Monday, April 11, 2011

What Could Have Been

I have a friend who loves a boy, I call him a boy because he can't act like a man. He is her past, but she can't seem to move past him. He clings to her feet like quicksand, and instead of moving forward in her life she just stays. I look in her eyes and I don't believe she still loves him the way she use to, she is just too afraid to find out what more life has to offer her . I want to tell her that life has so many twists and turns and the key to it all is to enjoy the journey and not stop at the first seemingly green pasture she comes to. Child after child she bears for him, for all the wrong reasons, every time she tells herself she would go back to school and get a degree, but he always seems to find a way to change her mind, or if she does start attending he gets her to quit somehow. So she remains stuck, and no matter how many times anyone tries to tell her how much more she can do with her life, she remains. I sometimes visit her, but I don't mention what could have been, that would be too cruel, because we both know that she will never leave and I cannot bear to see her eyes light up with hope and then darken in despair two seconds later.

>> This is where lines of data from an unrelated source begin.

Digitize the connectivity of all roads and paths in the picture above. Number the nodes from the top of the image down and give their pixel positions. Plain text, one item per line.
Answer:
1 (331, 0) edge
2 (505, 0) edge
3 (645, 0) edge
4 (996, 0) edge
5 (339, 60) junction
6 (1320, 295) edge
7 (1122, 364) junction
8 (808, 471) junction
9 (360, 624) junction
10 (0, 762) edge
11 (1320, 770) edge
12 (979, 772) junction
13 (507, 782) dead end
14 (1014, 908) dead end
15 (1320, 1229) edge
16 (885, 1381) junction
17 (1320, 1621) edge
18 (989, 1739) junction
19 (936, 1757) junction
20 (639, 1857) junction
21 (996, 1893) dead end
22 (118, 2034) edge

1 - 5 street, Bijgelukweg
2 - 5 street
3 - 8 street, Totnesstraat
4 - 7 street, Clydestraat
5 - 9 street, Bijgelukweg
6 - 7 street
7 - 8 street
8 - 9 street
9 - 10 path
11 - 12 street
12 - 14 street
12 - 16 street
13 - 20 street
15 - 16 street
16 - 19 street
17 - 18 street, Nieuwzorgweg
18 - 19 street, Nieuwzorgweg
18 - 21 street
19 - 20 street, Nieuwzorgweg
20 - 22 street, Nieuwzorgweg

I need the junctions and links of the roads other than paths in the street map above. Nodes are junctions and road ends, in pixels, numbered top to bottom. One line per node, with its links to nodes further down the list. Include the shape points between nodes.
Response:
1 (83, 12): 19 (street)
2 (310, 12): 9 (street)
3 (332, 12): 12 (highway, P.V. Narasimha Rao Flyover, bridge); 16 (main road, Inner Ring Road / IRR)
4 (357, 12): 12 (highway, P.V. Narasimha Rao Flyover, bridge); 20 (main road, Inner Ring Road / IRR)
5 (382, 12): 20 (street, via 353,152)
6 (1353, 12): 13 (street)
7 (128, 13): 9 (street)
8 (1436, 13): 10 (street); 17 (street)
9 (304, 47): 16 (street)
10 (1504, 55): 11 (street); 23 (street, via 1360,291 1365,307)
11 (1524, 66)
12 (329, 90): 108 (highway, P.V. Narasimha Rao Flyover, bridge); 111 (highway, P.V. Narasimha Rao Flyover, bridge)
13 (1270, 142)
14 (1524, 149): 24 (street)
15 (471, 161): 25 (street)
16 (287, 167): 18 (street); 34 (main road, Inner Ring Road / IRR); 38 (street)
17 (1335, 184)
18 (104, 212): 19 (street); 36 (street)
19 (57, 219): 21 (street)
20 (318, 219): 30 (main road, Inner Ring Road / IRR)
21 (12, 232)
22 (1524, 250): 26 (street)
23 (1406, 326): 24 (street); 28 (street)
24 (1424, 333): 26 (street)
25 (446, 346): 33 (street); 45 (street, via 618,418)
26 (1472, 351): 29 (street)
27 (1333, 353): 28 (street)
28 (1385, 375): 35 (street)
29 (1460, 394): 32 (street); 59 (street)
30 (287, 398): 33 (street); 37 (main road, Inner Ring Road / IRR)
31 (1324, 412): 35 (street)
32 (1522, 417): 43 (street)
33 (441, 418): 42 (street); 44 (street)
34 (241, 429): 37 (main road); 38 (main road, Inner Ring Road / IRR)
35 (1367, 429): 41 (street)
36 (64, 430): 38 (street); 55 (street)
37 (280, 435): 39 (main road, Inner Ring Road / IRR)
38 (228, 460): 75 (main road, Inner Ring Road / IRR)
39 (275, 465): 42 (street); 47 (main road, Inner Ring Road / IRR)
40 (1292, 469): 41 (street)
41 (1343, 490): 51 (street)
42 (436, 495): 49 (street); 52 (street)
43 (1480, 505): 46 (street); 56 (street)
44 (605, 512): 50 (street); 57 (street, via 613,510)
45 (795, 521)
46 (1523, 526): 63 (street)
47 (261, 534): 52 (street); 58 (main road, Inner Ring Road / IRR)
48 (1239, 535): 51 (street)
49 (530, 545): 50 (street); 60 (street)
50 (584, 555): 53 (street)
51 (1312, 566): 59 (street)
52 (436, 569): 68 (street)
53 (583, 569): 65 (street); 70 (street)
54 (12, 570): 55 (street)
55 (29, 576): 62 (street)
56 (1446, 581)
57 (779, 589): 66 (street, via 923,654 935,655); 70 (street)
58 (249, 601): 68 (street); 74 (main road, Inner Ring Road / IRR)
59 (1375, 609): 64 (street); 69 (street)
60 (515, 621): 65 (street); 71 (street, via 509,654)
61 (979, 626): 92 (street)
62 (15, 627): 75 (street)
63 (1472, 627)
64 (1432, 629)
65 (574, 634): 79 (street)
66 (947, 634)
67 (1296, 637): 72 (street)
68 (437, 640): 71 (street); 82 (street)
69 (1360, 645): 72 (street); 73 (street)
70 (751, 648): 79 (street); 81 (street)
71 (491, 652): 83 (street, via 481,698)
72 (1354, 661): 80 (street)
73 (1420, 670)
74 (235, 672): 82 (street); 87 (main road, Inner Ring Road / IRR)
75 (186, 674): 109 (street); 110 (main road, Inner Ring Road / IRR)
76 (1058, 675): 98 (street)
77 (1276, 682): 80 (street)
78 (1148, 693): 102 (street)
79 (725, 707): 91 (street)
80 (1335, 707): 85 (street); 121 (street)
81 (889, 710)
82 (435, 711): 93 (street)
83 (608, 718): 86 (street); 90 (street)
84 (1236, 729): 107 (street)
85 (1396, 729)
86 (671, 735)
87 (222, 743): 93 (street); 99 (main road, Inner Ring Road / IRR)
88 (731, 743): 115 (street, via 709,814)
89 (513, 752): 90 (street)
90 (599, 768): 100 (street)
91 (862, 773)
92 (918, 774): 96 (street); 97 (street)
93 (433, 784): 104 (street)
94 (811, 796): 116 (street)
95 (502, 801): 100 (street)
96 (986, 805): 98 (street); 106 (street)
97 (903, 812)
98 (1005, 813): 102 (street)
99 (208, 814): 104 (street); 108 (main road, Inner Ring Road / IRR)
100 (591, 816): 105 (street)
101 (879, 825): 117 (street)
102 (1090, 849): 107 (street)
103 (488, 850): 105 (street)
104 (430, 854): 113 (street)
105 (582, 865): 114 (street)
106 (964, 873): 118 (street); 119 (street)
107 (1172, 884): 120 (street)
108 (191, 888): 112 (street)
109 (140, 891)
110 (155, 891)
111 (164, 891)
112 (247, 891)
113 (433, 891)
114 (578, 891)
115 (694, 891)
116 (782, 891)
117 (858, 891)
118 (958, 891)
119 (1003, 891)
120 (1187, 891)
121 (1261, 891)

I have tried. I have told her countless times how I walked away from a fully paid for Condo, just me and an infant, so that I would never wonder what could have been. I have told her how many times I have had to start all over, just so I would never wonder what could have been. I have taken every opportunity that has come my way, I have been hungry, and homeless. I have been pushed around and abused. I know her despair all too well. I told her all she needs is the strength to want a change in her life and I will be there for her. But she stays. So no I don't mention what could have been anymore. Instead when I do have time to write I make her my main character, and in my writings she is a famous artist, a dancer, a teacher, a singer. Sometimes she is a doctor, and other times a lawyer. I write her aspirations and dreams and hope one day it inspires her to move beyond the What Could Have Been, and motivates her to live up to whatever she wants to be.

I remember us children acting out stories we wrote under the familiar shade of the Mango tree. I remember us children running barefoot down to el malecon to watch the ships come into the harbor. I remember us children dancing Salsa, Bachata and Merengue to the beat of my grandfather's cowbell. I remember us children facing our fears and chasing our dreams. I remember all this as I look over at her across her kitchen table and wonder What Could Have Been.